The world is open and anything other than the story missions can be done in any order. Skill trials let players hone their combat and powers, while the side missions showcase how those powers can be used in non-combative ways.

The story is heavily based on class divisions, and Kat acts as a catalyst for change. The issues are strong commentary about the haves and have nots and the trappings of power. However, revolution takes a backseat when the entire community is faced with an outside danger, creating more division over who should be saved and who should be left behind.

While Kat’s gravity powers, thanks to Dusty, the cosmic cat, are awesome, they do get a bit of a bump with two styles, Lunar and Jupiter. Lunar style creates a floating experience, allowing Kat to jump great distances and glide across surfaces that would normally break under her weight. Jupiter is the opposite, creating a heavier Kat for more damage during combat.

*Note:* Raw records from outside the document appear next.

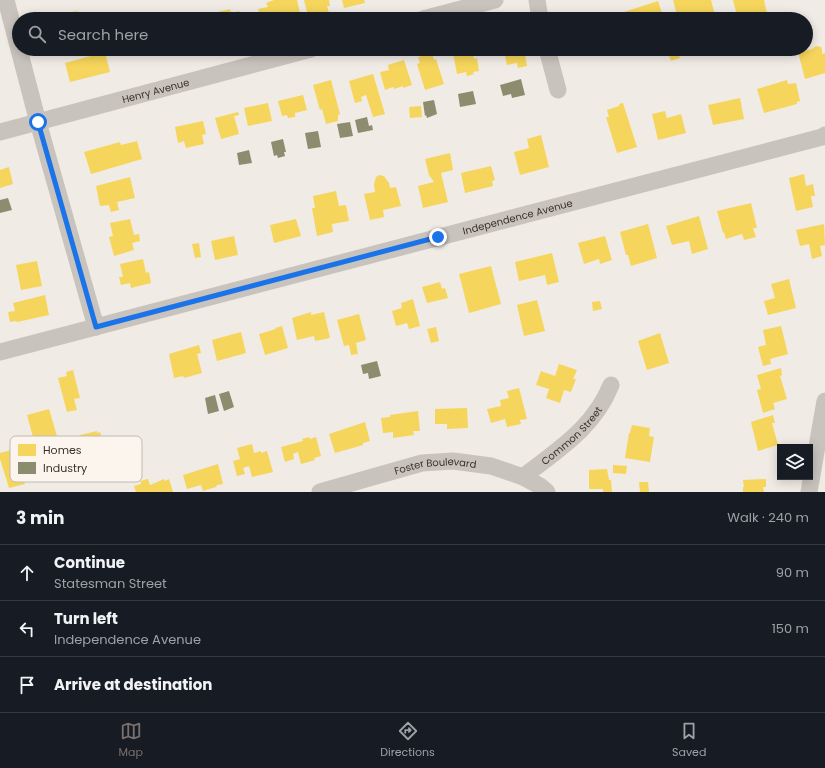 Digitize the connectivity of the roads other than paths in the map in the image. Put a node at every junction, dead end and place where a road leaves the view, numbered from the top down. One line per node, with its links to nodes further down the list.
1 (6, 0): 6 (street)
2 (494, 0): 4 (street)
3 (537, 0): 5 (street)
4 (449, 12)
5 (539, 12)
6 (12, 23)
7 (21, 56): 11 (street)
8 (285, 56): 11 (street, Henry Avenue)
9 (549, 56): 10 (street)
10 (558, 90)
11 (38, 122): 12 (street, Henry Avenue); 14 (street)
12 (0, 132)
13 (825, 135): 14 (street, Independence Avenue)
14 (96, 327): 15 (street, Independence Avenue)
15 (0, 352)
16 (610, 385): 18 (street, Common Street)
17 (825, 401): 21 (street)
18 (523, 476): 19 (street, Foster Boulevard); 20 (street, Foster Boulevard)
19 (320, 492)
20 (546, 492)
21 (810, 492)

The styles never mesh, but they are quickly interchangeable with the flick of the DualShock controller’s touchpad. But neither really addresses the biggest problem with combat, the camera.

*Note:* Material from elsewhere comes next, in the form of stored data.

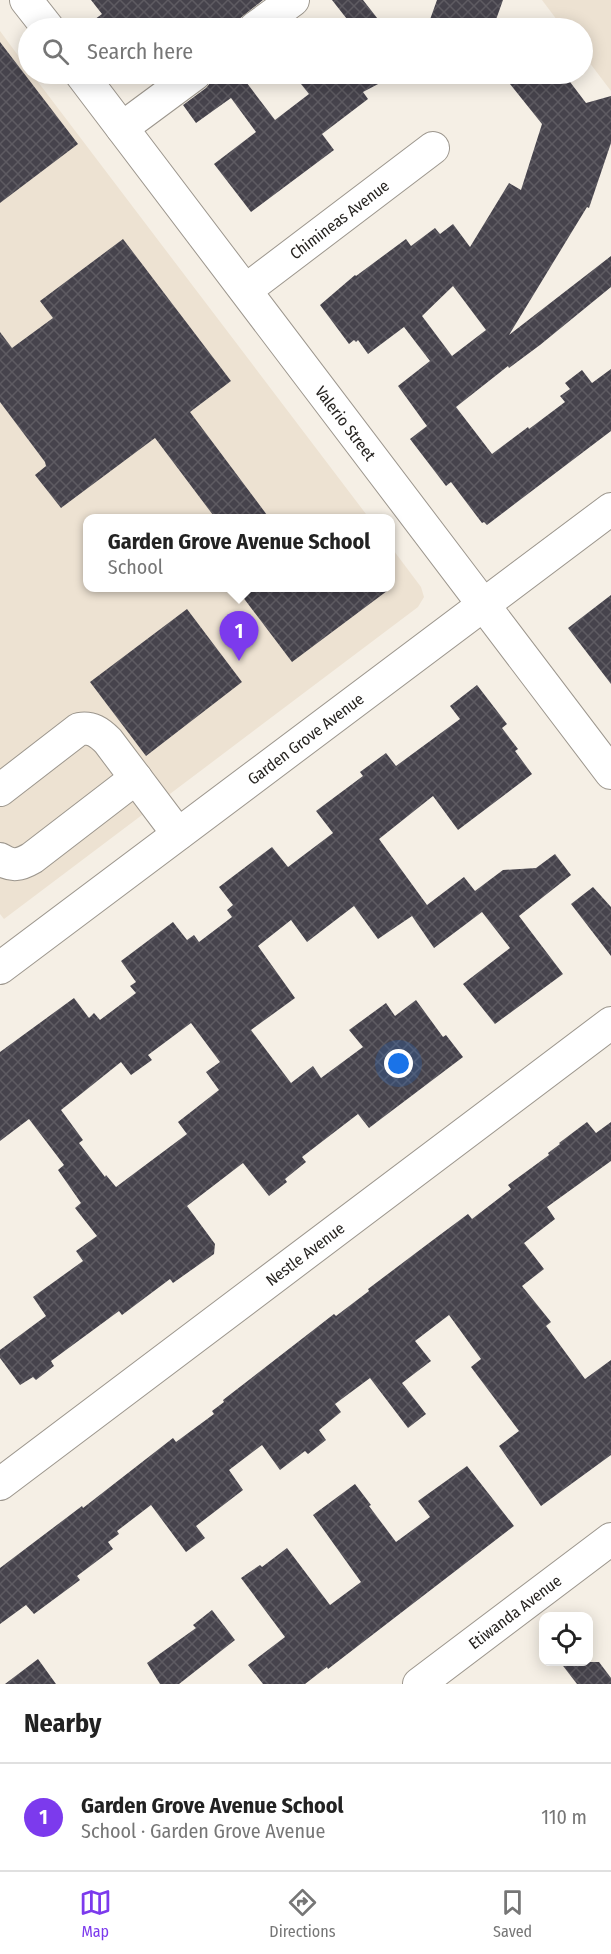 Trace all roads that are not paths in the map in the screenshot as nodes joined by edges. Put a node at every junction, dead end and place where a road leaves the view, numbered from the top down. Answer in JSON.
{"nodes":[{"id":1,"x":26,"y":0,"type":"edge"},
{"id":2,"x":293,"y":0,"type":"edge"},
{"id":3,"x":40,"y":18,"type":"edge"},
{"id":4,"x":269,"y":18,"type":"edge"},
{"id":5,"x":89,"y":84,"type":"edge"},
{"id":6,"x":181,"y":84,"type":"edge"},
{"id":7,"x":122,"y":128,"type":"junction"},
{"id":8,"x":433,"y":148,"type":"dead end"},
{"id":9,"x":246,"y":290,"type":"junction"},
{"id":10,"x":611,"y":509,"type":"edge"},
{"id":11,"x":484,"y":604,"type":"junction"},
{"id":12,"x":611,"y":773,"type":"edge"},
{"id":13,"x":136,"y":778,"type":"junction"},
{"id":14,"x":0,"y":790,"type":"edge"},
{"id":15,"x":178,"y":834,"type":"junction"},
{"id":16,"x":0,"y":859,"type":"edge"},
{"id":17,"x":0,"y":968,"type":"edge"},
{"id":18,"x":611,"y":1023,"type":"edge"},
{"id":19,"x":0,"y":1484,"type":"edge"},
{"id":20,"x":611,"y":1539,"type":"edge"},
{"id":21,"x":419,"y":1684,"type":"edge"}],
"edges":[{"from":1,"to":3,"type":"street"},
{"from":2,"to":4,"type":"street"},
{"from":5,"to":7,"type":"street","name":"Valerio Street"},
{"from":6,"to":7,"type":"street"},
{"from":7,"to":9,"type":"street","name":"Valerio Street"},
{"from":8,"to":9,"type":"street","name":"Chimineas Avenue"},
{"from":9,"to":11,"type":"street","name":"Valerio Street"},
{"from":10,"to":11,"type":"street","name":"Garden Grove Avenue"},
{"from":11,"to":12,"type":"street","name":"Valerio Street"},
{"from":11,"to":15,"type":"street","name":"Garden Grove Avenue"},
{"from":13,"to":14,"type":"street"},
{"from":13,"to":15,"type":"street"},
{"from":13,"to":16,"type":"street"},
{"from":15,"to":17,"type":"street","name":"Garden Grove Avenue"},
{"from":18,"to":19,"type":"street","name":"Nestle Avenue"},
{"from":20,"to":21,"type":"street","name":"Etiwanda Avenue"}]}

Auto-targeting allows Kat to pick off enemies with ease. However, stronger enemies need a few more hits, and that’s where the camera tries to thwart your best efforts. During many lengthy combat situations, I wasn’t sure what I was looking at or where I was facing while attacking with gravity powers.

I felt like the only way to get control of the situation was to abandon Kat’s powers briefly and try to re-center myself before resuming the attack. Don’t get me wrong. The boss battles were challenging and rewarding when I completed them, but I felt disconnected at times because I couldn’t see where I needed to go and had to drop back down to the ground.

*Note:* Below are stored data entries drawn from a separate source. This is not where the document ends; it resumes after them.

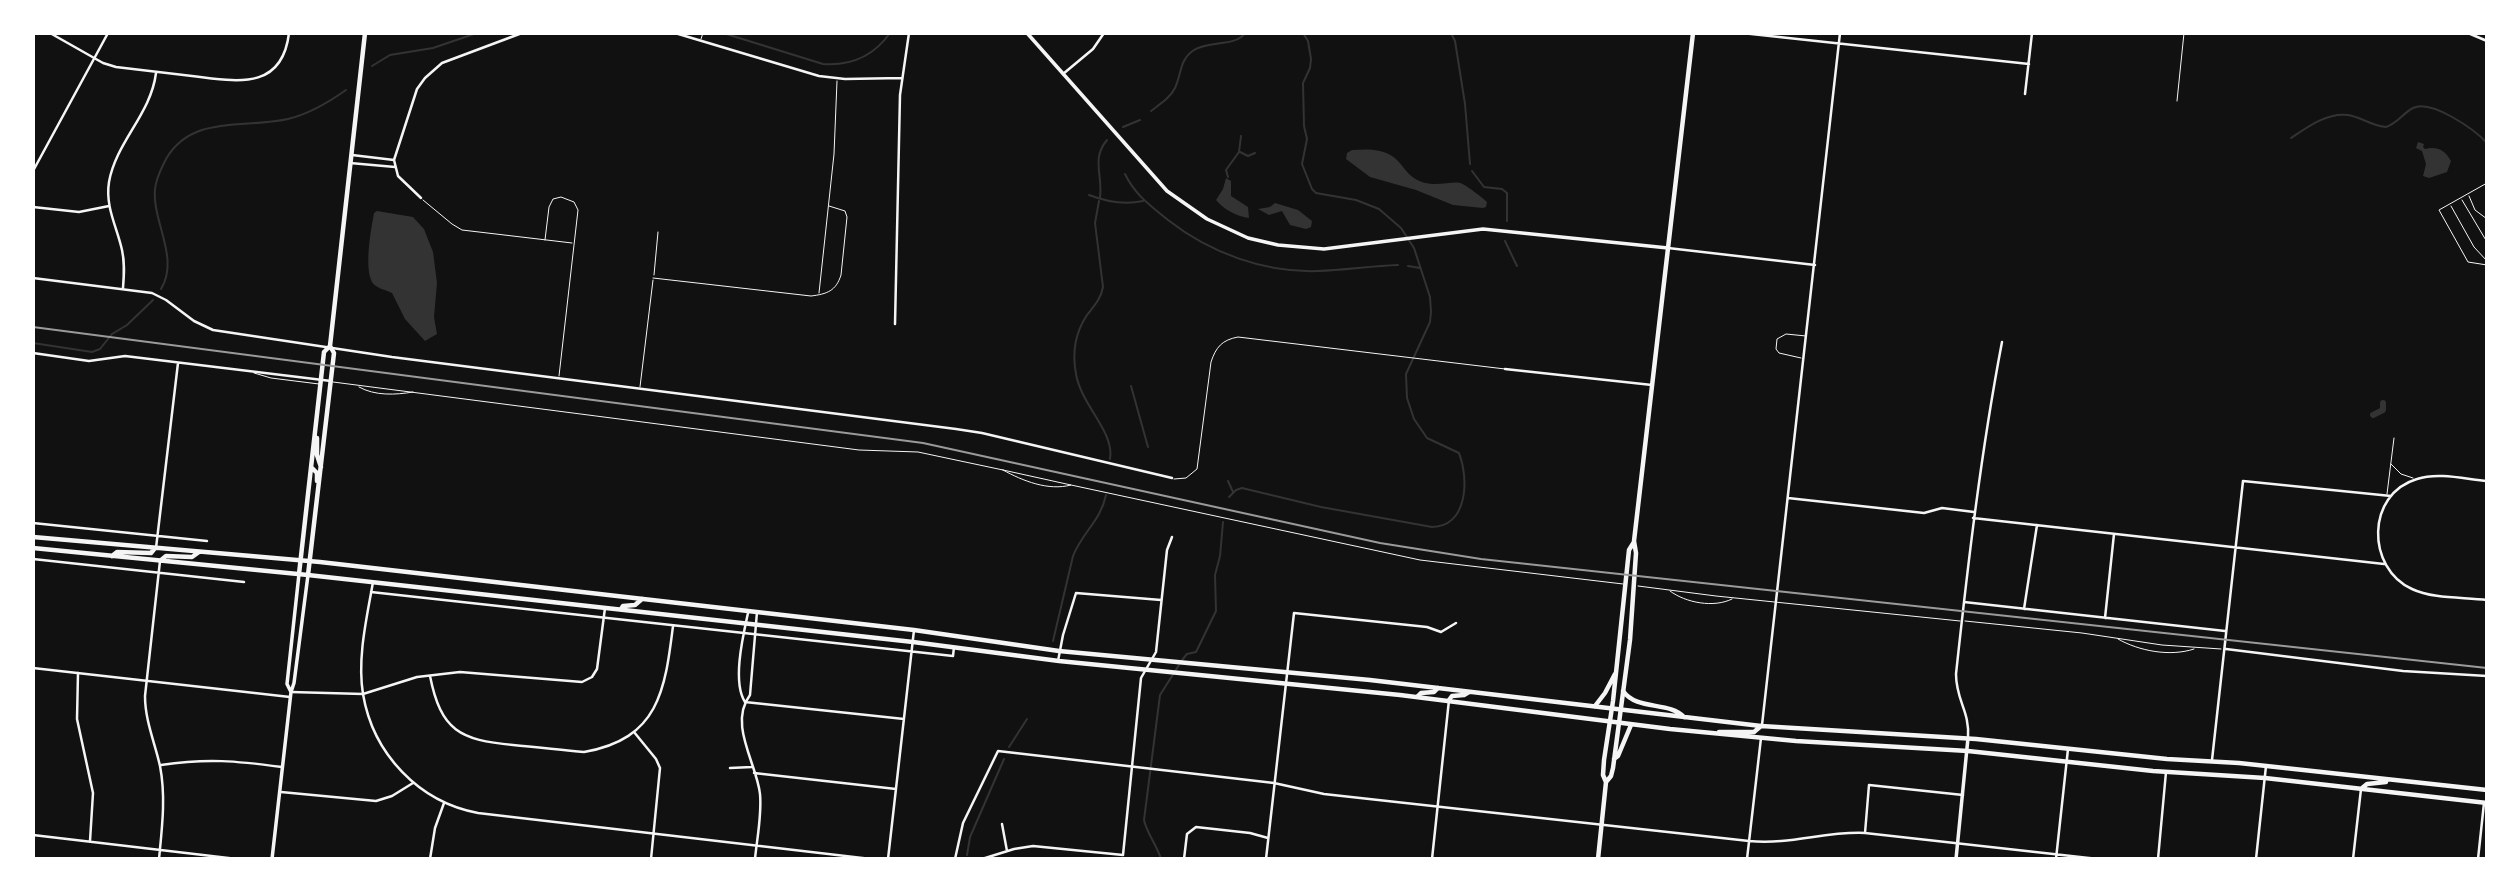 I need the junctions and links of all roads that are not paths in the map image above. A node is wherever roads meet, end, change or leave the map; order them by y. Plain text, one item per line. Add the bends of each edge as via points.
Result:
1 (50, 33) edge
2 (108, 33) edge
3 (289, 33) edge
4 (365, 33) edge
5 (522, 33) edge
6 (675, 33) edge
7 (702, 33) edge
8 (909, 33) edge
9 (1027, 33) edge
10 (1104, 33) edge
11 (1693, 33) edge
12 (1742, 33) edge
13 (1840, 33) edge
14 (2032, 33) edge
15 (2184, 33) edge
16 (2468, 33) edge
17 (1772, 35) edge
18 (701, 41) junction
19 (2487, 41) edge
20 (1839, 44) junction
21 (95, 58) junction
22 (2029, 64) junction
23 (156, 72) junction
24 (1063, 74) junction
25 (902, 78) junction
26 (837, 79) junction
27 (2025, 94) dead end
28 (2177, 101) dead end
29 (351, 155) junction
30 (394, 160) junction
31 (350, 163) junction
32 (395, 167) junction
33 (33, 171) edge
34 (2487, 183) edge
35 (2469, 194) junction
36 (421, 198) joint
37 (2461, 198) junction
38 (2450, 204) junction
39 (109, 206) junction
40 (829, 206) junction
41 (33, 207) edge
42 (2487, 219) edge
43 (658, 232) dead end
44 (545, 240) junction
45 (2487, 242) edge
46 (574, 243) junction
47 (1668, 248) junction
48 (2487, 261) edge
49 (1815, 265) junction
50 (2487, 265) edge
51 (33, 278) edge
52 (653, 278) junction
53 (123, 288) junction
54 (819, 295) junction
55 (895, 324) dead end
56 (1806, 336) junction
57 (2002, 342) dead end
58 (330, 346) junction
59 (33, 354) edge
60 (1803, 358) junction
61 (178, 363) junction
62 (1505, 369) joint
63 (559, 378) junction
64 (320, 382) junction
65 (331, 383) junction
66 (1652, 385) junction
67 (357, 386) junction
68 (640, 389) junction
69 (415, 392) junction
70 (315, 427) junction
71 (2394, 438) dead end
72 (2391, 464) junction
73 (311, 467) junction
74 (321, 467) junction
75 (1003, 470) junction
76 (1172, 478) joint
77 (2415, 479) junction
78 (2487, 481) edge
79 (1071, 485) junction
80 (318, 496) junction
81 (2389, 496) junction
82 (1788, 498) junction
83 (1974, 512) junction
84 (1973, 518) junction
85 (33, 523) edge
86 (2036, 525) junction
87 (2114, 533) junction
88 (158, 536) junction
89 (33, 537) edge
90 (1172, 537) dead end
91 (207, 541) dead end
92 (1634, 541) junction
93 (2235, 547) junction
94 (33, 548) edge
95 (156, 548) junction
96 (200, 552) junction
97 (112, 556) junction
98 (33, 559) edge
99 (301, 560) junction
100 (160, 561) junction
101 (310, 561) junction
102 (2384, 564) junction
103 (159, 572) junction
104 (299, 574) junction
105 (308, 575) junction
106 (244, 582) dead end
107 (373, 582) junction
108 (1626, 585) junction
109 (1632, 586) junction
110 (1668, 590) junction
111 (371, 592) junction
112 (1734, 598) junction
113 (642, 599) junction
114 (1161, 600) junction
115 (2487, 600) edge
116 (1775, 601) junction
117 (1964, 602) junction
118 (605, 608) junction
119 (621, 609) junction
120 (2024, 609) junction
121 (748, 611) junction
122 (757, 612) junction
123 (604, 618) junction
124 (2105, 618) junction
125 (1962, 621) junction
126 (746, 623) junction
127 (1456, 623) dead end
128 (757, 625) junction
129 (673, 626) junction
130 (914, 630) junction
131 (2226, 631) junction
132 (744, 633) junction
133 (756, 634) junction
134 (2117, 638) junction
135 (913, 642) junction
136 (954, 647) junction
137 (2196, 648) junction
138 (2224, 649) junction
139 (1059, 650) junction
140 (912, 652) junction
141 (1153, 659) junction
142 (1058, 661) junction
143 (33, 668) edge
144 (1145, 669) junction
145 (1286, 672) junction
146 (78, 673) junction
147 (1616, 673) junction
148 (430, 675) junction
149 (2487, 676) edge
150 (147, 681) junction
151 (1284, 683) junction
152 (1438, 687) junction
153 (1469, 691) junction
154 (1623, 691) junction
155 (290, 694) junction
156 (363, 694) junction
157 (1418, 697) junction
158 (1449, 701) junction
159 (744, 702) junction
160 (1595, 706) junction
161 (1612, 709) junction
162 (1620, 710) junction
163 (1685, 718) junction
164 (904, 719) junction
165 (1609, 722) junction
166 (1618, 723) junction
167 (1630, 725) junction
168 (1761, 726) junction
169 (634, 732) junction
170 (1707, 733) junction
171 (1760, 738) junction
172 (1968, 738) junction
173 (2068, 749) junction
174 (1968, 751) junction
175 (1614, 760) junction
176 (2067, 761) junction
177 (2212, 761) junction
178 (160, 766) junction
179 (1132, 766) junction
180 (2266, 766) junction
181 (282, 767) junction
182 (752, 767) junction
183 (730, 768) dead end
184 (2166, 772) junction
185 (754, 773) junction
186 (2265, 778) junction
187 (2397, 781) junction
188 (1606, 782) junction
189 (413, 783) junction
190 (1274, 783) junction
191 (896, 789) junction
192 (2361, 789) junction
193 (2487, 790) edge
194 (280, 792) junction
195 (1963, 795) junction
196 (2487, 797) edge
197 (444, 803) junction
198 (2485, 803) edge
199 (1438, 807) junction
200 (1003, 824) dead end
201 (1601, 824) junction
202 (654, 833) junction
203 (1865, 833) junction
204 (33, 835) edge
205 (1268, 838) junction
206 (90, 841) junction
207 (1749, 841) junction
208 (1957, 843) junction
209 (756, 846) junction
210 (160, 849) junction
211 (1007, 850) junction
212 (2056, 856) edge
213 (159, 859) edge
214 (237, 859) edge
215 (272, 859) edge
216 (430, 859) edge
217 (651, 859) edge
218 (755, 859) edge
219 (871, 859) edge
220 (888, 859) edge
221 (955, 859) edge
222 (982, 859) edge
223 (1184, 859) edge
224 (1266, 859) edge
225 (1432, 859) edge
226 (1598, 859) edge
227 (1747, 859) edge
228 (1956, 859) edge
229 (2098, 859) edge
230 (2158, 859) edge
231 (2256, 859) edge
232 (2353, 859) edge
233 (2478, 859) edge

1 - 21 street
2 - 21 street
3 - 23 street via 281,59 257,78 238,81
4 - 29 main road
5 - 30 street via 434,68 412,99
6 - 18 street
7 - 18 lane
8 - 25 street
9 - 24 street
10 - 24 street via 1093,49
11 - 47 main road
12 - 17 street
13 - 20 street
14 - 22 street
15 - 28 lane
16 - 19 street
17 - 20 street
18 - 26 street
20 - 22 street
20 - 49 street
21 - 23 street via 116,67
21 - 33 street
22 - 27 street
23 - 39 street via 148,104 113,168
24 - 47 street via 1167,191 1213,223 1263,242 1306,249 1341,248 1475,229
25 - 26 street
25 - 55 street
26 - 40 lane
29 - 30 street
29 - 31 main road
30 - 32 street
31 - 32 street
31 - 58 main road
32 - 36 street
34 - 35 lane
35 - 37 lane
35 - 42 lane via 2475,210
36 - 44 lane via 462,230
37 - 38 lane
37 - 45 lane
38 - 48 lane
38 - 50 lane via 2438,210 2468,262
39 - 41 street via 79,212
39 - 53 street via 124,260
40 - 54 lane
40 - 54 lane via 842,208 847,217 841,275 832,291
43 - 52 lane
44 - 46 lane
44 - 46 lane via 549,207 553,199 561,197 574,202 578,210
46 - 63 lane
47 - 49 street
47 - 66 main road
49 - 56 street
51 - 53 street
52 - 54 lane
52 - 68 lane
53 - 58 street via 158,295 213,330
56 - 60 street
56 - 60 lane via 1783,334 1776,344 1782,355
57 - 83 street
58 - 63 street
58 - 64 main road via 324,352
58 - 65 main road via 334,353
59 - 61 street via 89,361 125,356
60 - 82 street
61 - 64 street
61 - 88 street
62 - 66 street
62 - 76 lane via 1238,337 1221,343 1211,362 1197,469 1186,478
63 - 68 street
64 - 65 street
64 - 70 main road
65 - 67 lane
65 - 74 main road
66 - 92 main road
67 - 69 lane
67 - 69 lane via 392,394
68 - 76 street via 982,433
69 - 75 lane via 859,450 918,452
70 - 73 main road
70 - 74 main road
71 - 72 lane
72 - 77 lane
72 - 81 lane
73 - 80 main road via 317,473
73 - 99 main road
74 - 80 main road
75 - 79 lane
75 - 79 lane via 1039,484
77 - 78 street
77 - 81 street
79 - 108 lane via 1420,560
80 - 101 main road
81 - 93 street via 2243,481
81 - 102 street via 2378,529
82 - 83 street via 1924,513 1942,508
82 - 116 street
83 - 84 street
84 - 86 street
84 - 117 street
85 - 88 street
86 - 87 street
86 - 120 street
87 - 93 street
87 - 124 street
88 - 91 street
88 - 95 street
89 - 95 main road
90 - 114 street
92 - 108 main road
92 - 109 main road
93 - 102 street
93 - 131 street
94 - 97 main road
95 - 96 main road
95 - 97 main road via 151,553 117,552
96 - 99 main road
96 - 100 main road via 192,557 166,555
97 - 100 main road
98 - 103 street
99 - 101 main road
99 - 104 main road
100 - 103 street
100 - 104 main road
101 - 105 main road
101 - 113 main road
102 - 115 street via 2397,580 2414,590
103 - 106 street
103 - 150 street
104 - 105 main road
104 - 155 street via 287,684
105 - 107 main road
105 - 155 street
107 - 111 street
107 - 118 main road
108 - 109 lane
108 - 147 main road
109 - 110 lane
109 - 154 main road
110 - 112 lane
110 - 112 lane via 1698,602
111 - 123 street
111 - 156 street
112 - 116 lane
113 - 119 main road
113 - 121 main road
114 - 139 street via 1079,592
114 - 141 street
116 - 125 lane
116 - 168 street
117 - 120 street
117 - 125 street
118 - 119 main road
118 - 123 street
119 - 126 main road
120 - 124 street
121 - 122 main road
121 - 126 street
122 - 128 street
122 - 130 main road
123 - 129 street
123 - 148 street via 597,669 582,682 475,672
124 - 131 street
125 - 134 lane
125 - 172 street via 1956,682 1968,717
126 - 128 main road
126 - 132 street
127 - 145 street via 1441,632 1294,613
128 - 133 street
128 - 135 main road
129 - 132 street
129 - 169 street via 662,693
130 - 135 street
130 - 139 main road
131 - 138 street
132 - 133 street
132 - 159 street via 740,694
133 - 140 street
133 - 159 street via 750,695
134 - 137 lane
134 - 137 lane via 2143,649 2175,653
135 - 136 main road
135 - 140 street
136 - 140 street via 953,656
136 - 142 main road
137 - 138 lane
138 - 149 street via 2403,671
138 - 177 street
139 - 141 main road
139 - 142 street
140 - 164 street
141 - 144 street
141 - 145 main road
142 - 144 main road
143 - 146 street
144 - 151 main road
144 - 179 street
145 - 151 street
145 - 152 main road
146 - 150 street
146 - 206 street via 77,719 93,793
147 - 160 main road
147 - 161 main road
148 - 156 street
148 - 169 street via 442,714 474,740 584,752 615,744
150 - 155 street
150 - 178 street via 147,716
151 - 157 main road
151 - 190 street
152 - 153 main road
152 - 157 main road
153 - 158 main road
153 - 160 main road
154 - 162 main road
154 - 163 main road via 1633,700 1678,711
155 - 156 street
155 - 181 street
156 - 189 street via 384,747
157 - 158 main road
158 - 165 main road
158 - 199 street
159 - 164 street
159 - 182 street via 743,727
160 - 161 main road
161 - 162 main road
161 - 165 main road
162 - 163 main road
162 - 166 main road
163 - 168 main road
164 - 191 street
165 - 166 main road
165 - 188 main road
166 - 167 main road
166 - 175 main road
167 - 170 main road
167 - 175 main road
168 - 170 main road via 1754,732
168 - 172 main road
169 - 202 street via 660,768
170 - 171 main road
171 - 174 main road
171 - 207 street
172 - 173 main road
172 - 174 street
173 - 176 street
173 - 177 main road
174 - 176 main road
174 - 195 street
175 - 188 main road
176 - 184 main road
176 - 212 street
177 - 180 main road
178 - 181 street via 219,760
178 - 210 street via 164,798
179 - 190 street
179 - 211 street via 1123,855 1044,846
179 - 221 street via 998,751 963,823
180 - 186 street
180 - 187 main road
181 - 194 street
182 - 183 street
182 - 185 street
184 - 186 main road
184 - 230 street
185 - 191 street
185 - 209 street via 761,798
186 - 192 main road
186 - 231 street
187 - 192 main road via 2367,784
187 - 193 main road
188 - 201 main road
189 - 194 street via 376,801
189 - 197 street
190 - 199 street via 1324,794
190 - 205 street
191 - 220 street
192 - 198 main road
192 - 232 street
194 - 215 street
195 - 203 street via 1869,785
195 - 208 street
196 - 198 main road
197 - 202 street via 478,813
197 - 216 street
198 - 233 street
199 - 201 street
199 - 225 street
200 - 211 street
201 - 207 street
201 - 226 main road
202 - 209 street
202 - 217 street
203 - 207 street via 1792,842
203 - 208 street
204 - 206 street
205 - 223 street via 1196,827 1187,834
205 - 224 street
206 - 210 street
207 - 227 street
208 - 212 street
208 - 228 street
209 - 218 street
209 - 219 street
210 - 213 street
210 - 214 street
211 - 222 street
212 - 229 street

The imprecise nature of Kat’s powers during flight can feel frustrating at times. But it is good to remember that her powers are based on gravity, which is a linear force, rather than any bending of gravity. There will be lots of course corrections during flights.

The cities are fun and alive. The people feel like they have their own lives to live, rather than just being background filling. Some of the more “alien” environments were creepy. Seriously, two translucent hands and forearms, showing veins and arteries, to indicate which direction to go? Initially, I thought they were just going to grab Kat and throw her to the next location.

The side missions help in the exploration of the areas. They varied in length, and some of the longer ones felt too long away from the story line, but they all let Kat do different things and meet new people.

There are also pop-up missions, called treasure hunts, where a photo is shown, and you need to use your detective skills to figure out where a chest is hidden. It is a nice reward and highlights how the designers wanted to use the entire world at their disposal.

Since this was my first experience with Kat, I initially thought she was going to be a naïve girl who used her gravity powers to benefit those who told her what to do. I was pleased to discover she has her own set of morals and goals. She recognizes right from wrong and wants to do what is best for all, rather than use her powers selfishly.

When she meets up with her friend, Raven, who will get her own story in a DLC later this year, the two work in concert in combat and in their desire to help those around them. They never hesitate to put themselves in harm’s way to rescue others, and they are always working toward the common good, even when it might seem like all they want to do is just eat and sleep.

Overall, “Gravity Rush 2” has an exciting open world to explore, a lead character that grows as the game progresses, and powers that are exciting to use. The camera and some story issues do create a few hiccups in the title, but it is a fun adventure and a game that is a joy to play.

Because who doesn’t like soaring through the sky like a superhero?